When the snaps get published to the store, we have Jenkins dispatch test runs on a selection of hardware, ranging from Raspberry Pis through single-GPU systems all the way up to high performance multi-GPU (usually hybrid) ones. We maintain a matrix of test coverage in this spreadsheet.

These tests ultimately verify the full story end-to-end, installing the snaps on a range of Ubuntu versions (Core and classic alike) and verify behaviours and visuals through a number of scenarios.

It’s a somewhat complex web of things happening, so again a diagram might help

        flowchart TD
    Store(Store)-->|new revision| Jenkins
    Jenkins(Jenkins)-->|submits job| Testflinger

    Testflinger(<a href="https://github.com/canonical/testflinger">Testflinger</a>)
    Testflinger-->|installs and executes| checkbox-mir
    Testflinger-->|installs| mtt
    Testflinger-->|installs| snap

    subgraph Device Under Test
    checkbox-mir[[<a href="https://snapcraft.io/checkbox-mir/">checkbox-mir</a>]]

    checkbox-mir-->|runs| mtt[[<a href="https://snapcraft.io/mir-test-tools/">mir-test-tools</a>
    smoke
    performance
    ]]
    checkbox-mir-->|runs| mir-ci[<a href="https://github.com/canonical/mir-ci">mir-ci</a>
    functional
    ]
    mir-ci-->|installs| deps[[Dependencies]]
    mir-ci-->|tests| snap[[Snap Under Test]]
    end

    checkbox-mir-->|reports to| TO(<a href="https://github.com/canonical/test_observer">test-observer</a>)

checkbox-mir is the test orchestrator, collecting the different tests (smoke, performance and functional) and packaging them in a way that can be consumed by our lab setup.
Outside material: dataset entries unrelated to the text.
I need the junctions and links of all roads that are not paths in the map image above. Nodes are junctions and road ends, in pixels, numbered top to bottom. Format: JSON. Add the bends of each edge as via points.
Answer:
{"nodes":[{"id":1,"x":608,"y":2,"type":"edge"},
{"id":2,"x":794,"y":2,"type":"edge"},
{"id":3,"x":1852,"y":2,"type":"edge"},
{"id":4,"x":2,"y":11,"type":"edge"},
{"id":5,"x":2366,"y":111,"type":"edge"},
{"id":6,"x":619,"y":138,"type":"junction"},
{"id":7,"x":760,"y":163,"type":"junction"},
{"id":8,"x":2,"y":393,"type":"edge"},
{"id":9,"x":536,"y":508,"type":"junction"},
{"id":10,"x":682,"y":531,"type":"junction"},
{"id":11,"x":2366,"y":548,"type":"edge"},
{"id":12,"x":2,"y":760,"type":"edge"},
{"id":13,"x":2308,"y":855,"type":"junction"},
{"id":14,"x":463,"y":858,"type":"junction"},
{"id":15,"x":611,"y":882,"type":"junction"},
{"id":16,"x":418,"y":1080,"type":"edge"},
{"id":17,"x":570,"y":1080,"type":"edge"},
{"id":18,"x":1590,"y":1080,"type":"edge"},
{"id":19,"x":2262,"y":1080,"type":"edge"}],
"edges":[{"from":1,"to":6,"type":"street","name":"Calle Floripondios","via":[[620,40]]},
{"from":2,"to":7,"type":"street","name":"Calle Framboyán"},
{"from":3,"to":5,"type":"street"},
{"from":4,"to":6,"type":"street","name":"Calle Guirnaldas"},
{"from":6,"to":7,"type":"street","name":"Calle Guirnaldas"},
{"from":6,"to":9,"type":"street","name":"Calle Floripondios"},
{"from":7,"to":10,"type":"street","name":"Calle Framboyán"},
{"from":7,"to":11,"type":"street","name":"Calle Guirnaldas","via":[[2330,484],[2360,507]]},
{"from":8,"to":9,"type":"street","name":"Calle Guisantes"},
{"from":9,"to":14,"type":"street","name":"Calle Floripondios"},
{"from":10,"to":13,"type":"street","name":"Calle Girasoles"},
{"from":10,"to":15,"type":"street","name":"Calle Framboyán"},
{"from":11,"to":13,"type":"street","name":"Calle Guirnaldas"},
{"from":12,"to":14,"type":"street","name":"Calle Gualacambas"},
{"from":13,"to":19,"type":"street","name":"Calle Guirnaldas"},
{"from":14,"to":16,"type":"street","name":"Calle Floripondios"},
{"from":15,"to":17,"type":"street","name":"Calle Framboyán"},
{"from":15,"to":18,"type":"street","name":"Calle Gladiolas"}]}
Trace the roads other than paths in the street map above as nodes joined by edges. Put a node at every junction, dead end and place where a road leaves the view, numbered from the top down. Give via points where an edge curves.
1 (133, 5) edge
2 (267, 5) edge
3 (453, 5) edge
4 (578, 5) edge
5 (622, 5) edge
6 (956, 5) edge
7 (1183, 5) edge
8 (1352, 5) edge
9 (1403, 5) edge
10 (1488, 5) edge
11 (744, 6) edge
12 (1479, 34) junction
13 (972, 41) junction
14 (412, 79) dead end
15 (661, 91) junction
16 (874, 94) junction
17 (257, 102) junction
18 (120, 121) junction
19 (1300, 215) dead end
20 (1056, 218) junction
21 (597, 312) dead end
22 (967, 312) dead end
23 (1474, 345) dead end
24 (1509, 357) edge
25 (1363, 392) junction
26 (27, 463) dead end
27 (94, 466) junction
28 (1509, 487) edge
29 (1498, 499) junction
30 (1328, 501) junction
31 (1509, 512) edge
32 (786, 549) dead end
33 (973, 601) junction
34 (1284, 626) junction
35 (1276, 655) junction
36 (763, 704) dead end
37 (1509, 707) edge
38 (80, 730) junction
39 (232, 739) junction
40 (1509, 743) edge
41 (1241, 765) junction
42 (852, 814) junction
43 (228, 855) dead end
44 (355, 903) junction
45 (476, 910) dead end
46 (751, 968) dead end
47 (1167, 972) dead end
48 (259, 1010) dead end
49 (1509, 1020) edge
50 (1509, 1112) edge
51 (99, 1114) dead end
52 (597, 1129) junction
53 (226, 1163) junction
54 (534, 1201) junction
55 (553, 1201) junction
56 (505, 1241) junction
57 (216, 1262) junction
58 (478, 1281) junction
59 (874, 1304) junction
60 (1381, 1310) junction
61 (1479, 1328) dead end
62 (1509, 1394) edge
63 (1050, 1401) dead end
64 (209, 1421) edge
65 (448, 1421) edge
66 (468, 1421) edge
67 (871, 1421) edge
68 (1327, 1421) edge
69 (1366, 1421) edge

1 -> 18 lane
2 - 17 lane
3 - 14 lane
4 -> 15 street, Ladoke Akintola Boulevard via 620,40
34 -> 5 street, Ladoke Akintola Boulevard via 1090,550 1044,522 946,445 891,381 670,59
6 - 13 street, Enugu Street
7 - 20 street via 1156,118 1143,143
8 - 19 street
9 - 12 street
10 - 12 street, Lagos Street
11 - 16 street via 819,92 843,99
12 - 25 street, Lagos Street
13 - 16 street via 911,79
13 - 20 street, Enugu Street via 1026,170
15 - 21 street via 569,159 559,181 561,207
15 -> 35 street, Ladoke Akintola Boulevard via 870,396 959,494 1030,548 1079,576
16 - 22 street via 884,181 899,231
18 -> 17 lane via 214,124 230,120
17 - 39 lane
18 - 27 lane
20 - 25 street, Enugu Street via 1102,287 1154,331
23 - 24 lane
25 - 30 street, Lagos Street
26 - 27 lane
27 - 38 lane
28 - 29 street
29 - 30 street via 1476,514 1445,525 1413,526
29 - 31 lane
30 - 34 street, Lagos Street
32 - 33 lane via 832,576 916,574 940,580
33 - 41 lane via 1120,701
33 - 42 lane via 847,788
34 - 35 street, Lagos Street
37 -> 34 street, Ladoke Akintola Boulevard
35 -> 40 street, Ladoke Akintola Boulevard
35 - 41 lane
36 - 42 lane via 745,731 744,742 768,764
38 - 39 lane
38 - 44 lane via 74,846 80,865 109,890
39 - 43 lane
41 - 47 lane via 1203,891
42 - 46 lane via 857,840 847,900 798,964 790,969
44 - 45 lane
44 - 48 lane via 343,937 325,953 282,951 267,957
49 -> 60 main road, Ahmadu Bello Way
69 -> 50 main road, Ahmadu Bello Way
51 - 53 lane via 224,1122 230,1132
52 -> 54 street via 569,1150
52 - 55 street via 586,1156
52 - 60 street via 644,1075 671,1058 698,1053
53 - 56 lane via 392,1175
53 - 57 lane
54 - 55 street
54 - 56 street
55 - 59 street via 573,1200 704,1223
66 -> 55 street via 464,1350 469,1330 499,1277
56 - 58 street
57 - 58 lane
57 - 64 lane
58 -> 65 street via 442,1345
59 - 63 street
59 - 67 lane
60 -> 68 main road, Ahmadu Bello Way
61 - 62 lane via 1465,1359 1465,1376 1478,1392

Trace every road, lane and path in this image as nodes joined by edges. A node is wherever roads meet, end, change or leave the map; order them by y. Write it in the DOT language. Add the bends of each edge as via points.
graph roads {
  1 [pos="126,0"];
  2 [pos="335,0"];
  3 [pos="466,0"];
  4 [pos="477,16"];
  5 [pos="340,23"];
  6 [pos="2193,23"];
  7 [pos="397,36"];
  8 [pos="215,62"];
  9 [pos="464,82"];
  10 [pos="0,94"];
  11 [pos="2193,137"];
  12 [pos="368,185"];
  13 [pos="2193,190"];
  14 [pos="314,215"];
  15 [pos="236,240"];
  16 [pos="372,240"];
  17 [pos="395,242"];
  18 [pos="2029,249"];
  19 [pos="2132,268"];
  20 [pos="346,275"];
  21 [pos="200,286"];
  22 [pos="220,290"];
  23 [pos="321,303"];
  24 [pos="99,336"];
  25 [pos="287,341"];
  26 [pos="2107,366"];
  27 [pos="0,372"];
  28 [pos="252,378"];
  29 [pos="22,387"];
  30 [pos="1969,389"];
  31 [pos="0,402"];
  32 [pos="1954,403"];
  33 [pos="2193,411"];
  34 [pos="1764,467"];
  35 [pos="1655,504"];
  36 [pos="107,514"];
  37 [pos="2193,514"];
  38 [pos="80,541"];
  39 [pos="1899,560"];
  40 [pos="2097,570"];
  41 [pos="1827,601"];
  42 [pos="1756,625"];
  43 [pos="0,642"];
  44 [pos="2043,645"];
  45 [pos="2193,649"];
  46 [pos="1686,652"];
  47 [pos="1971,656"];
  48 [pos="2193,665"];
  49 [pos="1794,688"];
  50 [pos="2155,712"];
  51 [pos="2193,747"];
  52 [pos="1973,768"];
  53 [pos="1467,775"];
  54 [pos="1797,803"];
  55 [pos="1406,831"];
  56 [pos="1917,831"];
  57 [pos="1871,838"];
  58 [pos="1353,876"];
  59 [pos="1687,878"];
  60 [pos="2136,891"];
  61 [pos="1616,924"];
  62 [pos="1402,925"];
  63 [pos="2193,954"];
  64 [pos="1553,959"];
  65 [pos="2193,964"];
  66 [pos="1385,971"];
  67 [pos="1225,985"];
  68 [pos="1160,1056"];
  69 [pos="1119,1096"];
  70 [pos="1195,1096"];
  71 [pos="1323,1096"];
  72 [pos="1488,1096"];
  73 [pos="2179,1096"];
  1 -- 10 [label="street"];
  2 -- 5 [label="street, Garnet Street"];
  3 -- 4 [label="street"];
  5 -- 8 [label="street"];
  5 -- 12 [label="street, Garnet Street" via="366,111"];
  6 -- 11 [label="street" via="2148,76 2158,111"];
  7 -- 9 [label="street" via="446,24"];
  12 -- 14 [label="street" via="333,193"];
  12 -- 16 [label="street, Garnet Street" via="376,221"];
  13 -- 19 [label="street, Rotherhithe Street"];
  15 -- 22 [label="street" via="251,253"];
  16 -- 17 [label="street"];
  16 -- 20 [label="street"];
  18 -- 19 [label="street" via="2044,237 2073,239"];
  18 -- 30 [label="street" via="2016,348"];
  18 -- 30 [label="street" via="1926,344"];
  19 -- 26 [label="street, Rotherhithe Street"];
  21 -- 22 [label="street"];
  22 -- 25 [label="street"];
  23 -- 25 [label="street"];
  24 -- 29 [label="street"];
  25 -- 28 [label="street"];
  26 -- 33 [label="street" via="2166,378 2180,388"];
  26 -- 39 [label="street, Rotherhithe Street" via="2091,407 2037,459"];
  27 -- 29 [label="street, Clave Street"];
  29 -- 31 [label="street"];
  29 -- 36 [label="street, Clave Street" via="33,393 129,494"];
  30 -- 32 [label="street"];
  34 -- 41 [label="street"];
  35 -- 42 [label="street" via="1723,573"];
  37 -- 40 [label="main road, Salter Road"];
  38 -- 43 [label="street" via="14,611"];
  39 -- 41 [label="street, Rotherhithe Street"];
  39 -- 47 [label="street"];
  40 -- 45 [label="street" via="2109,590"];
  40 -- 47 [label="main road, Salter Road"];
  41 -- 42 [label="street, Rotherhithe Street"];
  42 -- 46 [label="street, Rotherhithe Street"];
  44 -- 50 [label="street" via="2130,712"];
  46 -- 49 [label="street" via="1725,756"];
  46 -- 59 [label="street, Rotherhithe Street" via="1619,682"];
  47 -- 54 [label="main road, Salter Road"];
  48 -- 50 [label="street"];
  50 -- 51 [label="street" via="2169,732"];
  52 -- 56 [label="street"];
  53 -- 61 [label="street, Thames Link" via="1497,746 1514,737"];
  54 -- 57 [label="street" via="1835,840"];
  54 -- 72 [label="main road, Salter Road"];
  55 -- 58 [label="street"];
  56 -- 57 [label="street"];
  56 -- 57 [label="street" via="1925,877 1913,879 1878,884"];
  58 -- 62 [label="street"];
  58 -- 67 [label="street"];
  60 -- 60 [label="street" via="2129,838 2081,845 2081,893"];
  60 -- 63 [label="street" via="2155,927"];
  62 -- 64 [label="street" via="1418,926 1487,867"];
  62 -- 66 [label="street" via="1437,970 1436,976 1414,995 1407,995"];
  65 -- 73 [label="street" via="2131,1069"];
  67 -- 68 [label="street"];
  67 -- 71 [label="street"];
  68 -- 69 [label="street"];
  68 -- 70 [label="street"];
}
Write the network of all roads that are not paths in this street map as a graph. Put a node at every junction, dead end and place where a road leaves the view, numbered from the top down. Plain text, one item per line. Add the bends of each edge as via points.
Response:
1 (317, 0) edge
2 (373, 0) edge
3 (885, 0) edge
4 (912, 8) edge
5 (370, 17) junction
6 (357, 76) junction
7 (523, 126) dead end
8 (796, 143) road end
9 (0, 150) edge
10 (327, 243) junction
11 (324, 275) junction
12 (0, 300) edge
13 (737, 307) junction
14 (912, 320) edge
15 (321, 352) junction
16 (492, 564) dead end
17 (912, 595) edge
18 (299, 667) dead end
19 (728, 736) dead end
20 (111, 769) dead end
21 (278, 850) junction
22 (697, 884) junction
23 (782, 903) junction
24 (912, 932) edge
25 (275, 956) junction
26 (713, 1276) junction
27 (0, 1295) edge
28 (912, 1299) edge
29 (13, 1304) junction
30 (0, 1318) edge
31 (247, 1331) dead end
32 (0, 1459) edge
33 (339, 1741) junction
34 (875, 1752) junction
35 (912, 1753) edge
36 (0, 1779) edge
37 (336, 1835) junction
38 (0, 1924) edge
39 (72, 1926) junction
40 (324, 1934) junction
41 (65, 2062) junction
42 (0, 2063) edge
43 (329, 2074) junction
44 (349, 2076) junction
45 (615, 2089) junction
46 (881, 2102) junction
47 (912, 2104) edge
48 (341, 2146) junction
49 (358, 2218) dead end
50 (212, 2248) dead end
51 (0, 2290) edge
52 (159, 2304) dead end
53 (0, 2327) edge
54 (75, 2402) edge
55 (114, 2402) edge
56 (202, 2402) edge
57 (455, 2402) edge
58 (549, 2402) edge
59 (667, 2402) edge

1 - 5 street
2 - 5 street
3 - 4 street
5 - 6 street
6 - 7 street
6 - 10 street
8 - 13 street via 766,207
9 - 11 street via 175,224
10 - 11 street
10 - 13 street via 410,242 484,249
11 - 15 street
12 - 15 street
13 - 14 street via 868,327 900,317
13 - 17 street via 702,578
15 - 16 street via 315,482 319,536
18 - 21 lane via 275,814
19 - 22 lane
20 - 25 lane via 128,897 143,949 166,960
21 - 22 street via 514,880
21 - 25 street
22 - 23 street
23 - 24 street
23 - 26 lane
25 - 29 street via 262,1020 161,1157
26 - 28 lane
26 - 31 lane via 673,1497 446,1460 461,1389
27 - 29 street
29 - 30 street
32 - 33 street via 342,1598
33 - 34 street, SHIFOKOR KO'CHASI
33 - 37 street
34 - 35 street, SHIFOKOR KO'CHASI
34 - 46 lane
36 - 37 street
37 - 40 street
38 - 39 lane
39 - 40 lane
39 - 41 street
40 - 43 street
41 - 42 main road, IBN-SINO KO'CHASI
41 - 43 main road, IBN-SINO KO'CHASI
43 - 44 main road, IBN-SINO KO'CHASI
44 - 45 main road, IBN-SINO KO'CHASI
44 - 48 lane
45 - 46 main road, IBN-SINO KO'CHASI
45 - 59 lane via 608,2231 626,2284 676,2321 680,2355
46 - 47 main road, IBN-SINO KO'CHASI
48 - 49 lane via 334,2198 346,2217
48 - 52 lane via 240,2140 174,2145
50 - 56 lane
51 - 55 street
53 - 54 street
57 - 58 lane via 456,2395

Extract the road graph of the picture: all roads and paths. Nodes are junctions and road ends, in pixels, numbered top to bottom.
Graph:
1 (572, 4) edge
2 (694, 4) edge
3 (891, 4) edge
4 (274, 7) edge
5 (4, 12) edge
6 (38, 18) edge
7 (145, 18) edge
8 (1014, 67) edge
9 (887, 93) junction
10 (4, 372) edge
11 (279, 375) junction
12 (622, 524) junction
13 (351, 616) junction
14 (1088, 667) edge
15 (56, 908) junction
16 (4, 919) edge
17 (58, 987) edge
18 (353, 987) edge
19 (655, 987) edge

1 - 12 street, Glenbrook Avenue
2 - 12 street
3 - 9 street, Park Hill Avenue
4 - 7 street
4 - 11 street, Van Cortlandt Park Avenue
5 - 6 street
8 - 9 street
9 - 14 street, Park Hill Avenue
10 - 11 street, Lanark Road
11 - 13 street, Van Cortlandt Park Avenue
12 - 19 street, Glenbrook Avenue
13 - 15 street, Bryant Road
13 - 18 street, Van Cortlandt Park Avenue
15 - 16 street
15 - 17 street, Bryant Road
It’s using our own mir-ci tests along with the mir-test-tools snap.

You can find more information about Checkbox itself in its documentation - it’s a system used by our certification team, running thousands of tests on hundreds of systems every day.

The Jenkins job definitions go into a private repository, as they contain credentials. jenkins-job-builder is used to maintain the jobs, and at runtime, testflinger dispatches them to the device under test, while test-observer collects the results.

Debugging¶

GitHub Actions¶

When in need of hands-on debugging, our GitHub workflows have a “Setup tmate” step. It allows for SSH access to the runner on failed runs. To use it, restart a failing job with debug logging enabled and wait for the step to fail. The tmate action will then repeatedly log:

SSH: ssh <id>@<host>
or: ssh -i <path-to-private-SSH-key> <id>@<host>

Use the provided ssh command to access the runner. You’ll be dropped in the default working directory and environment. Use “Ctrl+B”, “c” to create a new window within the tmate session - see tmate’s man page for more key bindings.

Spread¶

When Spread is used, the actual build runs in LXD containers, use lxc ls and lxc shell <container> to get inside.

Sbuild¶

Sbuild adds another layer, a chroot environment. Use schroot --list --all-sessions to list the available sessions and schroot --run --chroot session:<id> to access it. The build is in /build. To run many Mir tests you’ll need to export XDG_RUNTIME_DIR=/tmp.

Summary¶

As shown above, Mir is being tested quite extensively on a large number of environments. We’re extending the coverage every day, as well. There’s a lot of moving pieces involved, but it does help us greatly in ensuring the quality level we hold ourselves to.